By the way: The centrality of the doctrine of justification by faith is not under attack among Evangelicals because of the existence of Catholic theology or because of what the present Pope says. If justification by faith in the classical understanding gets lost in evangelical circles it is for other reasons:  1) because of the influence of the ideas of theogians like N. T. Wright, or through the emerging church movement (the matter is too complex for one sentence, but I want to mention the topic here.); 2) because of the decrease of interest in Biblical theology and dogmatics in the evangelical movement altogether; 3) because of the health-and-wealth-gospel, which is not interested in these topics since its proponents have a weak view of human sin and do not teach the extent to which believers are still sinners.



At the same time one has to add that Reformational soteriology is on a rise within Evangelicalism nowadays, much more than in the twentieth century. Especially in the Pentecostal movement, large parts are taking over traditional Evangelical or even Reformed soteriology. Especially the rising number of theological seminaries and top-level-theologians are improving systematic theology in the Pentecostal movement.



 



Q. The Catholic Church and Evangelicals have a very different view of what is the Church. How does this affect the dialogue?

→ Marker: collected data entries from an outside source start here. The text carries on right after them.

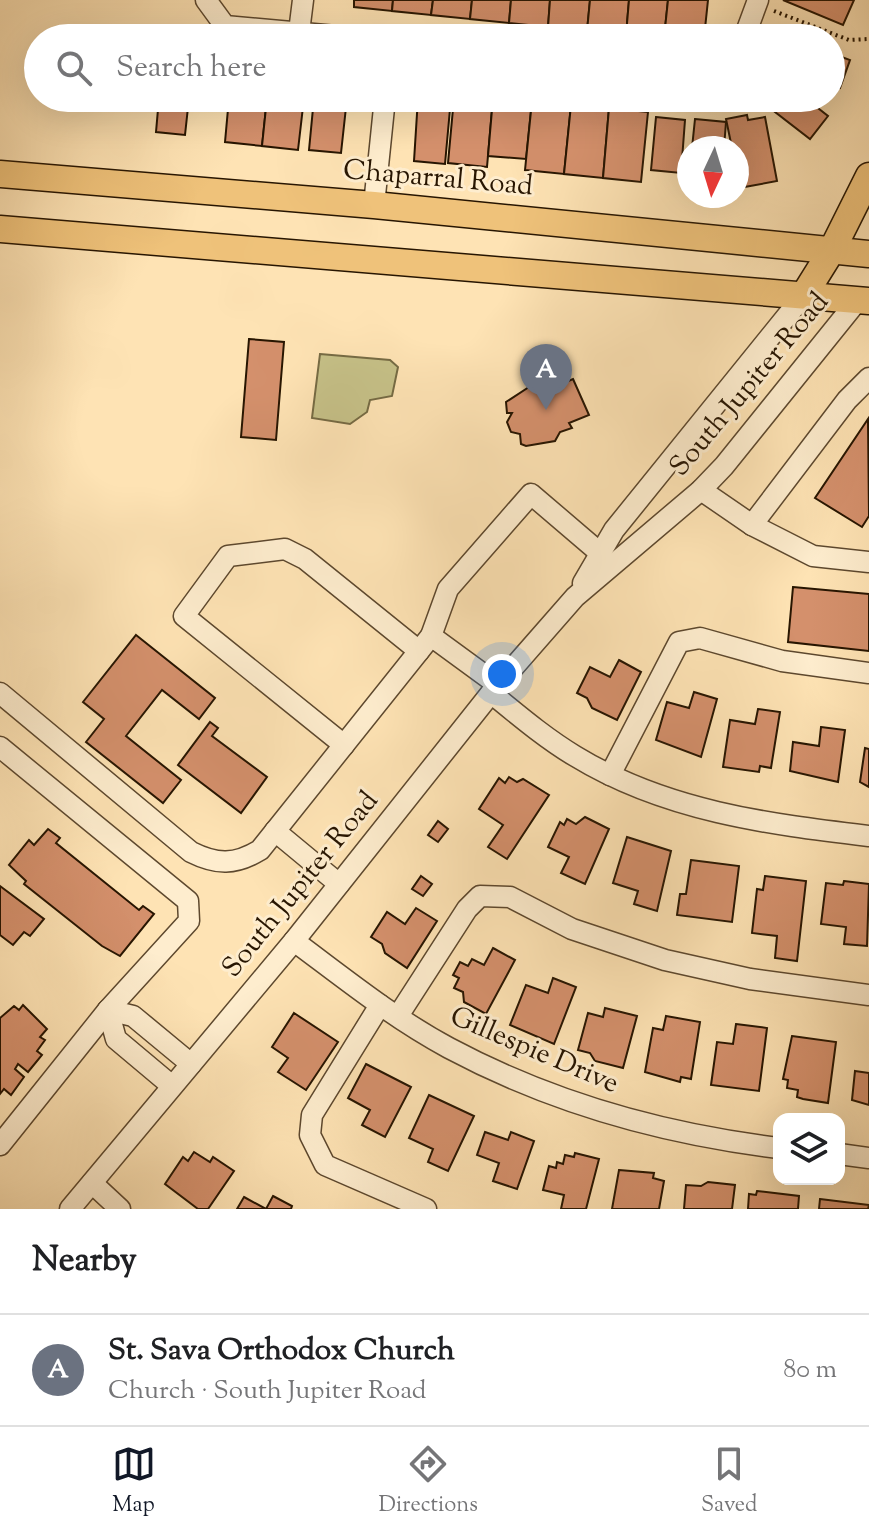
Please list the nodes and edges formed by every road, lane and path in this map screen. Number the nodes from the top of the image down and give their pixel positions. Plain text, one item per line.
1 (206, 0) edge
2 (303, 0) edge
3 (757, 2) edge
4 (224, 24) edge
5 (300, 24) edge
6 (749, 24) edge
7 (810, 24) edge
8 (845, 38) edge
9 (869, 39) edge
10 (384, 112) edge
11 (0, 174) edge
12 (869, 176) edge
13 (374, 205) junction
14 (0, 229) edge
15 (832, 250) junction
16 (869, 254) edge
17 (865, 294) edge
18 (804, 295) junction
19 (869, 378) edge
20 (701, 490) junction
21 (752, 525) junction
22 (600, 553) junction
23 (869, 562) edge
24 (575, 597) junction
25 (425, 643) junction
26 (869, 673) edge
27 (495, 689) junction
28 (0, 693) edge
29 (344, 745) junction
30 (0, 747) edge
31 (610, 775) junction
32 (275, 831) junction
33 (869, 836) edge
34 (339, 884) junction
35 (294, 941) junction
36 (869, 995) edge
37 (108, 1010) junction
38 (389, 1011) junction
39 (191, 1064) junction
40 (172, 1086) junction
41 (0, 1145) edge
42 (773, 1147) edge
43 (845, 1155) edge
44 (869, 1158) edge
45 (92, 1183) junction
46 (70, 1209) edge
47 (120, 1209) edge
48 (426, 1209) edge

1 - 4 street
2 - 5 street
3 - 6 street
3 - 7 path
8 - 9 path
10 - 13 street
11 - 13 main road, Chaparral Road
12 - 15 main road
13 - 15 main road, Chaparral Road
14 - 18 main road
15 - 16 main road, Chaparral Road
15 - 18 main road
17 - 18 main road
17 - 20 street, South Jupiter Road
18 - 22 street, South Jupiter Road
19 - 21 street
20 - 21 street
20 - 24 street, South Jupiter Road
21 - 23 street
22 - 24 street, South Jupiter Road
22 - 25 street
24 - 27 street, South Jupiter Road
25 - 27 street
25 - 29 street
25 - 29 street
26 - 31 street
27 - 31 street
27 - 34 street, South Jupiter Road
28 - 32 street
29 - 32 street
30 - 37 street
31 - 33 street
32 - 34 street
34 - 35 street, South Jupiter Road
35 - 38 street, Gillespie Drive
35 - 39 street, South Jupiter Road
36 - 38 street
37 - 39 street
37 - 40 street
37 - 41 street
38 - 42 street, Gillespie Drive
38 - 48 street
39 - 40 street, South Jupiter Road
40 - 45 street, South Jupiter Road
43 - 44 street
45 - 46 street, South Jupiter Road
45 - 47 street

It affects the dialogue both by content and in practical questions: 1) by content, the Catholic Church believes itself to be indispensable for attaining salvation, so this has to be a central topic in dialogue, which always somehow is present; 2) by procedure, the Catholic Church is strictly hierarchical and thus in the end it always matters whether or not the Pope agrees (as he did with “Christian Witness in a Multi-Religious World”), while on our side we have a very flat structure and represent our 600 million church members only if we grasp what they stand for, not because of external legal authority. Thus if I or our WEA commission would agree to something that Evangelicals in the main see otherwise, they would simply not accept it and I would probably be out of my position soon. But we have to see that this is also a strength on the Evangelical side: We speak up for what our people really think and do, while the Pope or the Vatican often defends things which many Catholics see and especially practice otherwise. Consider the high number of abortions in Catholic countries.



 



Q. Do you think the stance of national Evangelical alliances from countries where Catholicism is a social majority should be heard with special care inside the WEA, when topics like dialogue with Catholicism or Ecumenism are being discussed?

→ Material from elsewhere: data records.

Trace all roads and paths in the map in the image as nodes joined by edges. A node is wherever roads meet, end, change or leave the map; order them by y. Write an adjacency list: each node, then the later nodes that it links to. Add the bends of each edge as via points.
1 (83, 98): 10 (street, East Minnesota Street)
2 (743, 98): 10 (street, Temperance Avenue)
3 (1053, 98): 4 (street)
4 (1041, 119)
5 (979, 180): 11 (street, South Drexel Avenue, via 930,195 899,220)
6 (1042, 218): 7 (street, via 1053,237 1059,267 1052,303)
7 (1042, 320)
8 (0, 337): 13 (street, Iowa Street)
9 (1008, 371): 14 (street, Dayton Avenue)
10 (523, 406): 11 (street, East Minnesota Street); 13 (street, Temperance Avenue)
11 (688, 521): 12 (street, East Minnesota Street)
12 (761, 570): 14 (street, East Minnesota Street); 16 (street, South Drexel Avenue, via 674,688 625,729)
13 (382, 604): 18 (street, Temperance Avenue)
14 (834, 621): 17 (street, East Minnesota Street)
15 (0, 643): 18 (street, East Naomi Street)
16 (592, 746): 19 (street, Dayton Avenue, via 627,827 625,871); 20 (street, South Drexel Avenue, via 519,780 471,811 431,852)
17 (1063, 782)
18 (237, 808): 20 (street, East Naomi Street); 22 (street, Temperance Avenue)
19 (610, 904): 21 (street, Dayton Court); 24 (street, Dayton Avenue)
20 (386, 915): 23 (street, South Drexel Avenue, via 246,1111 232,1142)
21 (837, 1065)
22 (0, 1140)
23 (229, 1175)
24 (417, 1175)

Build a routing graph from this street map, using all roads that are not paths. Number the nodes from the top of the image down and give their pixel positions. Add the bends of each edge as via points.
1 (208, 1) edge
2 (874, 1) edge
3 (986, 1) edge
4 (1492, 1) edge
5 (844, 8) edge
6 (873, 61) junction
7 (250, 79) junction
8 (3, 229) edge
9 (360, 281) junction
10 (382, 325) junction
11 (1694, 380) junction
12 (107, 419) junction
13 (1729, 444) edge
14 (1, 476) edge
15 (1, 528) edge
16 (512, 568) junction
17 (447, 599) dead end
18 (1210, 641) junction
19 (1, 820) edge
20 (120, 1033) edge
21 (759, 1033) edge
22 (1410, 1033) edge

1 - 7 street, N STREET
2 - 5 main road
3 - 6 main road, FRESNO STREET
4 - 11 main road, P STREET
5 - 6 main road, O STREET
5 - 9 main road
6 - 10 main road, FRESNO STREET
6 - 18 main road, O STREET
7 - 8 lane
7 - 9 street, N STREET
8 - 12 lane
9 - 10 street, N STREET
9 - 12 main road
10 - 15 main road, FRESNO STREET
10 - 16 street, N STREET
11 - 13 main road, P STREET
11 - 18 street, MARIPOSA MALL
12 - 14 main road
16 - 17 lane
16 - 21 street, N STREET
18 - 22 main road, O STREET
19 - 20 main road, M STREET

Yes, of course. Three of the five theologians of our group working with five Catholic theologians of the PCPCU in a dialogue on Scripture and related themes are from Catholic majority countries, including one each from Italy and Spain. Before we signed “Christian Witness in a Multi-Religious World” together with the Vatican and World Council of Churches, I spent much time with the leaders of a dozen of national alliances from Catholic majority countries.



But let me add two remarks here. 1) It would be wrong to think that all those alliances think alike. The Evangelical Alliances – to limit myself to Europe – in Spain, Poland, and Austria have quite diverging viewpoints on how to deal with the Vatican and Catholic leadership. 2) Other Alliances have to deal with Catholic theology and practice as well. Germany has more than 30 million Catholic citizens, and I personally live in the Cologne-Bonn area, historic heartlands of the Catholic Church. My flat is directly beside the Jesuit College in Bonn in which the Counter Reformation was invented, shortly after they had driven out Martin Bucer. This is one of the reasons why I write books against indulgences, on the apocrypha, and on Catholic Church law. Also other German Evangelical theologians, such as Rolf Hille, are among the best equipped to present our faith to Catholic dialogue partners.